Few people understand basic personal finance: Classified Balance Sheet. “I’m money ahead! I can get a boat!” That boat is fun and increases your popularity, but unless you are using it to run hot commodities from clandestine ports, it is a liability (and smuggling is its own non-financial liability). You now get to pay docking fees, buy fuel and insurance and cover maintenance now and then. You’ve just upped your outgo and committed yourself more to the treadmill.

The smart fork in the road is to tighten your belt and acquire assets, things that up your income. In 1963, my dad let drop that he made $11,000 a year. Doesn’t sound like much, but $11k then equates to roughly $100k now. We lived in a rural town, and that was double and more what my friends’ dads made. However, we lived much poorer. My friends all had souped-up cars that their parents bought in their name. I got to borrow the family Ford Custom. They had afternoons and weekends free. I had to clear the lots and tear down the houses on the distressed properties my dad bought.

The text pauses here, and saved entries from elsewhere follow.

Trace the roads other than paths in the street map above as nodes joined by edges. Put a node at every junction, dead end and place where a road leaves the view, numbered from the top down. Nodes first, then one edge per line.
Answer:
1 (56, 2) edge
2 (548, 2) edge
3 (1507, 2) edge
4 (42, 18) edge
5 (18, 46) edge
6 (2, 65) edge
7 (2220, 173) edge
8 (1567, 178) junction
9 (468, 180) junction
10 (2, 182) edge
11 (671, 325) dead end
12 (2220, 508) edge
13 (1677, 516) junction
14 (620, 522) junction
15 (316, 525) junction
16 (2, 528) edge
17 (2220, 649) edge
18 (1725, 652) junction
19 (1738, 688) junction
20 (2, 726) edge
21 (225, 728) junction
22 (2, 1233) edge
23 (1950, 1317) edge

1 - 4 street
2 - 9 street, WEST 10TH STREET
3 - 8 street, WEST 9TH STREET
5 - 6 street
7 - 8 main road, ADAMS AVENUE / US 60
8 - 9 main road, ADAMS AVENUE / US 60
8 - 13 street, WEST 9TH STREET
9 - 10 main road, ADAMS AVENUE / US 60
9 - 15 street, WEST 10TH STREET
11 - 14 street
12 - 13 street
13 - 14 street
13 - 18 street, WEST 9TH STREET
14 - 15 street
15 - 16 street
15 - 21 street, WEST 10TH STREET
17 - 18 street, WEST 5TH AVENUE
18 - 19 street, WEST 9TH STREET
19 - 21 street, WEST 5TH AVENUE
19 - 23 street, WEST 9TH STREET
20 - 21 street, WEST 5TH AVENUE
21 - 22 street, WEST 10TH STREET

Freedom, your personal freedom, comes at a steep price. As my dad would say, “You work 8 hours a day for someone else and 8 for yourself. Then, on the weekends, you can work 32 hours for yourself.” Not only did he mean that he lived it. Before long, he no longer had a job. And, a decade or so after that, he could see to his affairs as necessary and take off as desired.

That’s the fork in the road to take. Work hard when you are young and build toward your freedom, because, believe me, one day you are going to ache to be off that treadmill and won’t begin to see a way to manage that.